Teen Finishes University of Michigan in One Year

We read a lot these days about perpetual college students -- and college drop-out rates -- so I thought it was refreshing to see an article this morning about a young woman who enrolled at the University of Michigan in the fall and will be graduating this summer. You can read the article here.

Nicole Matisse attended high school outside Detroit, and finished up the curriculum there by her junior year. So then she took enough classes at Oakland Community College to transfer into Michigan as a junior. Rather than coast through her college experience, she then decided to double up on credits and finish up this spring. As a result, she'll be graduating with a bachelor's degree at age 19, and starting law school this fall.

Since Matisse did this all this curriculum compacting at ages 17-19, news accounts of her story feature a notable lack of teeth-gnashing about the topic. Often, children who finish college at age 19 -- because they start at age 14 or 15 -- encounter a lot of skeptical folks who wax nostalgic about their own high school and college experiences.

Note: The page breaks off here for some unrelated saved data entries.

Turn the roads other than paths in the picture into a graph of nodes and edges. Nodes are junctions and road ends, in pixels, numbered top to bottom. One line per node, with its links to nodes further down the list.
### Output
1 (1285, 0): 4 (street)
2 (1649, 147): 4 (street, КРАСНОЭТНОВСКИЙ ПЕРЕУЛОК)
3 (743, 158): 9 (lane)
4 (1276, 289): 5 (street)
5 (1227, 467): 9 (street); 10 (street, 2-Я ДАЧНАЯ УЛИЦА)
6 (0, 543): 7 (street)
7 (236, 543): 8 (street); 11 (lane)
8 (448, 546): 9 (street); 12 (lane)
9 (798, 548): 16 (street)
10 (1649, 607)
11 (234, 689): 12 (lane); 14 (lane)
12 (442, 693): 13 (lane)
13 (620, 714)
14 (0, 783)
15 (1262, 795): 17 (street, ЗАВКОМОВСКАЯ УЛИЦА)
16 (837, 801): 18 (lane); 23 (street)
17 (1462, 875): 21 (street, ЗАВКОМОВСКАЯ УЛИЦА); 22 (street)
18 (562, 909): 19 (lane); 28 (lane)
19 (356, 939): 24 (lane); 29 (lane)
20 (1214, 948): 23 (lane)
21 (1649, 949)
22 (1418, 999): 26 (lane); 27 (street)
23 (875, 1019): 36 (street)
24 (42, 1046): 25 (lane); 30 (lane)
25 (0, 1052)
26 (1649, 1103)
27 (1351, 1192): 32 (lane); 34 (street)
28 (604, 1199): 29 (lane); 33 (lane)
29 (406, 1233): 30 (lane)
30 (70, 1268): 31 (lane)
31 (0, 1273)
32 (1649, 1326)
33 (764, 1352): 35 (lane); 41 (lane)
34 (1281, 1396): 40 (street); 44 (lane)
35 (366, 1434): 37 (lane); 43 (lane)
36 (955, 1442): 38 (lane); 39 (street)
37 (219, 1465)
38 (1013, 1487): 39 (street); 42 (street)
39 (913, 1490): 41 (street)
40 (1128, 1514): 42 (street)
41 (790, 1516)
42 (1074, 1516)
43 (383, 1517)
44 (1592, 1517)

But there is no particular reason high school or college "should" take 4 years apiece. Indeed, there are many advantages in getting done sooner. Matisse can start her law career with more time and energy for that ladder, or she can get another degree and still be the same age as most of her peers when she starts her first job. With the scandal in student loans filling the airwaves, it should be noted that people who finish college in less time often wind up with fewer loans than people who take longer.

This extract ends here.